Up to and including the line that contains "filter:drop-shadow(1px 0 #9d958a)", write out every line of the entries exactly, beginning with the first. Omit the pictures.

= = = = = = =

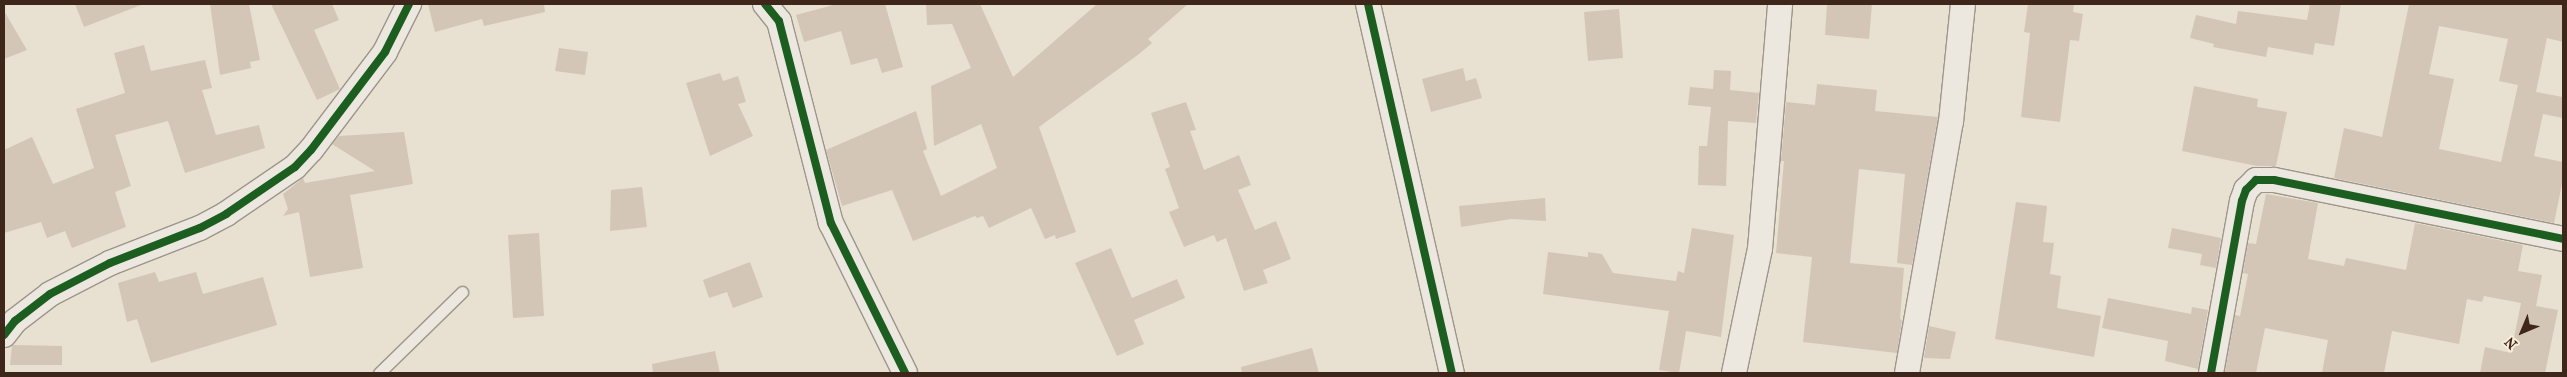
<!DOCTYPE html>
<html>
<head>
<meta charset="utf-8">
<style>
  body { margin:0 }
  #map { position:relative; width:2567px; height:377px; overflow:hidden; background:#e8e0d0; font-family:"IM FELL French Canon",serif }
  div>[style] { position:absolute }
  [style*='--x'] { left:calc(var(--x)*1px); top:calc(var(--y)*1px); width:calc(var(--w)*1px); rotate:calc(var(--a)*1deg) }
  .building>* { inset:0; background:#d4c6b7 }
  .roads { filter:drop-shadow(1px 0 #9d958a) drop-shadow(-1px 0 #9d958a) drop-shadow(0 1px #9d958a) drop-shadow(0 -1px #9d958a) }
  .lane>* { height:11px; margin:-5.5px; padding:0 5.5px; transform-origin:5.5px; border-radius:5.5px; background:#ece8e0 }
  .street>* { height:24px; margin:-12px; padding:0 12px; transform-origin:12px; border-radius:12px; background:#ece8e0 }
  .cycleway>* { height:8px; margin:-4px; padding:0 4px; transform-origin:4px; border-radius:4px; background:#1b5e20 }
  span { translate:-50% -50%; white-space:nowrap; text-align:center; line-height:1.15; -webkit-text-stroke:4px #f7edd9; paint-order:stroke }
  .frame { position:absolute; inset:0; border:5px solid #3e261a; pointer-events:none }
  .north { position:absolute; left:2497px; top:307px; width:50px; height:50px; -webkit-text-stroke:4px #f7edd9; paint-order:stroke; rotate:225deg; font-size:14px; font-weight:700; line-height:20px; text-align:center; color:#3e261a }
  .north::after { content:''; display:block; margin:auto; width:18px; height:22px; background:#3e261a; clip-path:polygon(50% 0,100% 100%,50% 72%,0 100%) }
</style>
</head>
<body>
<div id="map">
  <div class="building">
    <div style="clip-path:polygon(75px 4px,141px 4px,141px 5px,84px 27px)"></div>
    <div style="clip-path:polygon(210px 4px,249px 4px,260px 60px,250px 62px,251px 68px,220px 75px)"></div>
    <div style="clip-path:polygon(271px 4px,332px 4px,339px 20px,314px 30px,340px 89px,317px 100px)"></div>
    <div style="clip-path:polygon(428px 4px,544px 4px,545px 12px,484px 26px,482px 19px,435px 32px)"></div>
    <div style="clip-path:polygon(837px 4px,885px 4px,903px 67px,882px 73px,877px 58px,851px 65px,841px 31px,804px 42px,796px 15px)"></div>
    <div style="clip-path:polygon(926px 4px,980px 4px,1013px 77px,1097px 4px,1188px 4px,1148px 39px,1152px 43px,1139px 54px,1039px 127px,1076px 232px,1056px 239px,1055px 235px,1045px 239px,1031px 208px,989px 228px,983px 216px,977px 218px,975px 216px,913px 241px,892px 190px,842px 206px,826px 150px,916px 111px,927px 149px,923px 151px,941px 196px,997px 168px,981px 124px,934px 146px,931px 86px,971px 68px,952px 24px,927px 25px)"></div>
    <div style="clip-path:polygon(1827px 4px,1872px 4px,1869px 39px,1825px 35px)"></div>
    <div style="clip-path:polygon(2028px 4px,2074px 4px,2073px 12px,2083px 14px,2079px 41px,2070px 40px,2060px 122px,2021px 117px,2030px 33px,2024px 32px)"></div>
    <div style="clip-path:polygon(2310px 4px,2341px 4px,2334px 46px,2315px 43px,2313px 55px,2268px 47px,2266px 57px,2213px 47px,2214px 44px,2190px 38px,2196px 15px,2236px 24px,2238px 11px,2307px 20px)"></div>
    <div style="clip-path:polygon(evenodd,2409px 4px,2563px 4px,2563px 42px,2547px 38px,2536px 92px,2563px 97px,2563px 118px,2543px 114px,2534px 156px,2563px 162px,2563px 179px,2554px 223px,2334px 178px,2344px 128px,2382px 137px,2409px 4px,2439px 26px,2508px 39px,2499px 81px,2518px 85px,2501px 162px,2439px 149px,2454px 79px,2429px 74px,2439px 26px)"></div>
    <div style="clip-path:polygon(1619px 9px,1623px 58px,1588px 61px,1584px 12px)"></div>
    <div style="clip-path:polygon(4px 11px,27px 50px,4px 59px)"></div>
    <div style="clip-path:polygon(144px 45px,151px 71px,205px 60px,212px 88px,202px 90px,216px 135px,259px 125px,265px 148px,185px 173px,168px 121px,115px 135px,131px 186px,115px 192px,126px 227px,72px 248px,65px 231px,47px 238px,41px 222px,4px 233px,4px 150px,32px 137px,53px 184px,94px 168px,76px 109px,125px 93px,114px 53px)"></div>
    <div style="clip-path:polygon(559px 48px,588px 52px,585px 75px,555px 71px)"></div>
    <div style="clip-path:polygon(1463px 68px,1466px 81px,1476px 78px,1482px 98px,1431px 112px,1422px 79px)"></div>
    <div style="clip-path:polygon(1714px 70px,1731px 71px,1730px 90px,1759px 93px,1756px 123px,1728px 121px,1726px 186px,1698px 185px,1699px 146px,1707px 146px,1711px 107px,1688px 105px,1690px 87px,1713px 89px)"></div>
    <div style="clip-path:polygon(720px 73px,723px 81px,738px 76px,746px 102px,738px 104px,753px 136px,710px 156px,686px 83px)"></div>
    <div style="clip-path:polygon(1817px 84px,1877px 90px,1875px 111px,1938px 117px,1912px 265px,1897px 263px,1905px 174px,1859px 169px,1850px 263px,1904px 268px,1900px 319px,1902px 320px,1897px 353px,1803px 342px,1812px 257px,1776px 253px,1784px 161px,1781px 161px,1786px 102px,1815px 105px)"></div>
    <div style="clip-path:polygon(2194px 86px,2258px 99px,2257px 107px,2287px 112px,2276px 166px,2257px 166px,2182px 151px)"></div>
    <div style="clip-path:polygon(1186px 102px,1196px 130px,1190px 131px,1204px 170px,1239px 155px,1251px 185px,1238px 190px,1255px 230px,1276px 221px,1291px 259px,1263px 270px,1268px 283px,1244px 291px,1226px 238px,1217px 242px,1214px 235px,1184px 247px,1169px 212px,1179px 208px,1165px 169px,1170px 167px,1151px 113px)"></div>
    <div style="clip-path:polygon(404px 132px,413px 184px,350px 195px,363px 268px,310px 277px,299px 212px,283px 216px,288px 209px,283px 194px,303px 178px,305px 183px,375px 171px,332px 144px,339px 136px)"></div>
    <div style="clip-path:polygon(642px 187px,647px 227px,610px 231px,611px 190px)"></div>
    <div style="clip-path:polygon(2266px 194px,2318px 203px,2308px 259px,2344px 266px,2346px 258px,2406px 270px,2415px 223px,2523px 245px,2518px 271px,2542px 275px,2536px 306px,2558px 310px,2545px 373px,2480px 373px,2485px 347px,2511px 353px,2521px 303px,2484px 296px,2482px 302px,2467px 299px,2459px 344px,2392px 331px,2384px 373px,2322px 373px,2328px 340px,2265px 328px,2256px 373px,2225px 372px,2235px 315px,2240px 316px,2248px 274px,2243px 273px,2248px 243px,2256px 244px)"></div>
    <div style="clip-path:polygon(1545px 198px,1546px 221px,1511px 219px,1461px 227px,1459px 206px)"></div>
    <div style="clip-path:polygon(2016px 202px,2047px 206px,2043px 242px,2054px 243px,2050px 274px,2061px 276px,2057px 308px,2101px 316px,2094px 357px,1995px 339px)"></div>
    <div style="clip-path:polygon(1692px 228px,1734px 235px,1721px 337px,1686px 331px,1679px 373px,1659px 370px,1669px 311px,1543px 294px,1548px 252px,1588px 257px,1588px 252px,1602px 254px,1613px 273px,1676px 281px,1678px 271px,1684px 273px)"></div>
    <div style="clip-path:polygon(2172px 228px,2221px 238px,2216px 268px,2200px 265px,2202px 254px,2168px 248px)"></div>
    <div style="clip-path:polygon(539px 233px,544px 316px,513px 318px,508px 235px)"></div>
    <div style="clip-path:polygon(1111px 248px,1132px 298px,1177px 279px,1185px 298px,1134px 320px,1144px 344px,1117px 356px,1075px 263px)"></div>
    <div style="clip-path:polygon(750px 262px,763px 297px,733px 308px,727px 292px,709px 298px,703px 280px)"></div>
    <div style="clip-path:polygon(155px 272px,159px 282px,196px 272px,203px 294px,263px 277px,277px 325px,151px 363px,137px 319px,127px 322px,118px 283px)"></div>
    <div style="clip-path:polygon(2108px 298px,2191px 314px,2192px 307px,2208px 310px,2198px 369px,2165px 361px,2168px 341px,2102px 328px)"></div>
    <div style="clip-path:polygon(1929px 326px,1956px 332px,1950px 359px,1924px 358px)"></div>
    <div style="clip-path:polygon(62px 346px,62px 365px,10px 365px,12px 345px)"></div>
    <div style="clip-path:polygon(1312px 348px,1319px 373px,1242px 373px,1241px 367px)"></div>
    <div style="clip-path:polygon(715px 351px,720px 373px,653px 373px,652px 364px)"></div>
  </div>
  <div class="roads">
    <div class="lane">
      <div style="--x:379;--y:373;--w:116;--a:-44.3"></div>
    </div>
    <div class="street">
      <div style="--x:765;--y:4;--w:22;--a:51"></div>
      <div style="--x:779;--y:21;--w:209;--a:75.6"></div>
      <div style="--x:831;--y:223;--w:167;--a:63.7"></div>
      <div style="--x:1368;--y:4;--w:378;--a:77.2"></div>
      <div style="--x:4;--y:335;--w:18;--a:-52"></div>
      <div style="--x:15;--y:321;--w:44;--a:-37.6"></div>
      <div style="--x:50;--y:294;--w:68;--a:-27.3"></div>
      <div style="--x:110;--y:263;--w:97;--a:-21.3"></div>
      <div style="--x:200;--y:228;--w:30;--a:-28"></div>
      <div style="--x:226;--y:214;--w:83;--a:-34.3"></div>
      <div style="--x:295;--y:167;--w:23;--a:-47"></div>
      <div style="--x:311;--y:150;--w:123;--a:-52.9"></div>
      <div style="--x:385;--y:52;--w:54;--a:-63.4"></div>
      <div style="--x:1734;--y:373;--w:127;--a:-78.2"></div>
      <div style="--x:1760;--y:249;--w:246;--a:-85.3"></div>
      <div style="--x:1907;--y:373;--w:255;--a:-80.1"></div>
      <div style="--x:1951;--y:122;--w:119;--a:-84.2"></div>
      <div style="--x:2211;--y:373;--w:175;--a:-79.8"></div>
      <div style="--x:2242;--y:201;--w:12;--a:-70"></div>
      <div style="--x:2246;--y:190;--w:14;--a:-45"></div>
      <div style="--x:2256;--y:180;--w:18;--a:0"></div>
      <div style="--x:2274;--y:180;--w:295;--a:11.5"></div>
    </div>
  </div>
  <div class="cycleway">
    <div style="--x:765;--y:4;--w:22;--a:51"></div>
    <div style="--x:779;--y:21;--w:209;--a:75.6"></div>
    <div style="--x:831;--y:223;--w:167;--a:63.7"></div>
    <div style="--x:1368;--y:4;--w:378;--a:77.2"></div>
    <div style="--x:4;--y:335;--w:18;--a:-52"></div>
    <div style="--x:15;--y:321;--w:44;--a:-37.6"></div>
    <div style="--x:50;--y:294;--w:68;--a:-27.3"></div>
    <div style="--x:110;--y:263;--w:97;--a:-21.3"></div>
    <div style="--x:200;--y:228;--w:30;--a:-28"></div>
    <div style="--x:226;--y:214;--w:83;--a:-34.3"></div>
    <div style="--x:295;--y:167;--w:23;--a:-47"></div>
    <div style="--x:311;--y:150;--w:123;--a:-52.9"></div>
    <div style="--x:385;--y:52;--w:54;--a:-63.4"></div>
    <div style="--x:2211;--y:373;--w:175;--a:-79.8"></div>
    <div style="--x:2242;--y:201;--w:12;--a:-70"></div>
    <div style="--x:2246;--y:190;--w:14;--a:-45"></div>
    <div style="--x:2256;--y:180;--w:18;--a:0"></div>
    <div style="--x:2274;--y:180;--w:295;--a:11.5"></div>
  </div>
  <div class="frame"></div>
  <div class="north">N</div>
</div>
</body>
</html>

= = = = = = =

▶ TASK RESPONSE:
<!DOCTYPE html>
<html>
<head>
<meta charset="utf-8">
<style>
  body { margin:0 }
  #map { position:relative; width:2567px; height:377px; overflow:hidden; background:#e8e0d0; font-family:"IM FELL French Canon",serif }
  div>[style] { position:absolute }
  [style*='--x'] { left:calc(var(--x)*1px); top:calc(var(--y)*1px); width:calc(var(--w)*1px); rotate:calc(var(--a)*1deg) }
  .building>* { inset:0; background:#d4c6b7 }
  .roads { filter:drop-shadow(1px 0 #9d958a) drop-shadow(-1px 0 #9d958a) drop-shadow(0 1px #9d958a) drop-shadow(0 -1px #9d958a) }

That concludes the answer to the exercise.